Every year, UnitedHealthcare supports nonprofit organizations across the country in their work to provide care for local communities as part of the Empowering Health program. The program represents the company’s commitment to addressing health inequity and supports initiatives to expand access to healthcare services and address social determinants of health. This year, UnitedHealthcare awarded six Georgia nonprofits a total of $1 million in grants.

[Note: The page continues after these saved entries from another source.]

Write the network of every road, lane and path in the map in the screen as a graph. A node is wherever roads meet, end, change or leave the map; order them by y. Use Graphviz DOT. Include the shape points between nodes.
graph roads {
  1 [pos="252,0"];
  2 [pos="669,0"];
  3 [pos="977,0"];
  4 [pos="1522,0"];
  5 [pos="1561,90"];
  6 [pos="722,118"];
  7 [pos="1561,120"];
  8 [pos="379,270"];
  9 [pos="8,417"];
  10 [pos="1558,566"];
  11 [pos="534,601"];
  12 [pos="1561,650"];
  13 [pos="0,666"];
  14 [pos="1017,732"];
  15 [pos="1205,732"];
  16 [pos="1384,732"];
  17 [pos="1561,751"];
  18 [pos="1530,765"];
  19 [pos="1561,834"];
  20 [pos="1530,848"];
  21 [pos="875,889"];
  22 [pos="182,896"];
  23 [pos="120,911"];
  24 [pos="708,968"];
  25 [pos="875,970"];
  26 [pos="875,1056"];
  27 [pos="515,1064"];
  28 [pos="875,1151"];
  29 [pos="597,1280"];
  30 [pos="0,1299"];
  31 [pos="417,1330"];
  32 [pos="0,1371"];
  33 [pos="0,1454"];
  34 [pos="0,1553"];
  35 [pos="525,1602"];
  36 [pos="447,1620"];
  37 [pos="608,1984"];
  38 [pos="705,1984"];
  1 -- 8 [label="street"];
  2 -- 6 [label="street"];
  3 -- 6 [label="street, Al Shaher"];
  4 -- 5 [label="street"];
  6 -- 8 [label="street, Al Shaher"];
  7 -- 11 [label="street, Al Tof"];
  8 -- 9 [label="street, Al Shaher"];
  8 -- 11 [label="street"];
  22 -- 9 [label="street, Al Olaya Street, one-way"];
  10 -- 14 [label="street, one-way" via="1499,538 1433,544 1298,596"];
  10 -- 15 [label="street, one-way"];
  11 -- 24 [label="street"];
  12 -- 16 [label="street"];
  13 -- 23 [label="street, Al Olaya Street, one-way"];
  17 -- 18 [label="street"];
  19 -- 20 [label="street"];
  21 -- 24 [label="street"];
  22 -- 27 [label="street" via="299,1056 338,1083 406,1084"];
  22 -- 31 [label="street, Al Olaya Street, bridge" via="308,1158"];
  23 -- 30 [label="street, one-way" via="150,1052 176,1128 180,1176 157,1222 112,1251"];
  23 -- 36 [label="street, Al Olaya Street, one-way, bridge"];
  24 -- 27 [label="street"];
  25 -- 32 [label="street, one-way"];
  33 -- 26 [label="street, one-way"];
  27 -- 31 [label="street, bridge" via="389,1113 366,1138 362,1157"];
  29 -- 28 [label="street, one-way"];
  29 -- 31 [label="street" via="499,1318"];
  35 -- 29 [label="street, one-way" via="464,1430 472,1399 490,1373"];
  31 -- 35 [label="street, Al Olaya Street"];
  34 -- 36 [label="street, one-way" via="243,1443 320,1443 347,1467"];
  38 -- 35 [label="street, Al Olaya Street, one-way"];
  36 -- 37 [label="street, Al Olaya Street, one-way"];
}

The selected organizations were:

  • Voices for Georgia’s Children, statewide – $300,000 to expand the Free Your Feels mental health awareness campaign for children, teens and young adults, and pilot health managers in early care and education programs.
  • Open Hand Atlanta/Barnes Healthcare, South Georgia – $220,000 to expand Cooking Matters for Healthcare Providers, providing medically tailored meals and nutrition intervention for at-risk individuals; and the Community Health Worker program, serving underserved and uninsured individuals with healthy lifestyle intervention and connections to social determinant of health resources.
  • Pace Center for Girls, Macon – $160,000 to expand Reach Program Services, providing mental and behavioral health counseling to girls ages 11-17 and their families.
  • Sowega Council on Aging, South Georgia – $150,000 to deploy social isolation solutions through the Senior Center Without Walls program.
  • Partnership for Southern Equity, statewide – $95,000 to support the Just Health Academy by providing health equity training to health organizations and personnel and technical assistance to implement embedded health equity practices.
  • Atlanta Regional Commission, Atlanta – $75,000 to address social isolation of older adults living in affordable housing by providing socialization activities and behavioral health coaching.

Support through the Empowering Health grants will allow these organizations to continue their work at the community level and, in doing so, improve the health outcomes of Georgian across the state, whether it’s through mental health education, nutritious food or health resources. Identifying the right community partners is the first step toward bettering health equity in Georgia.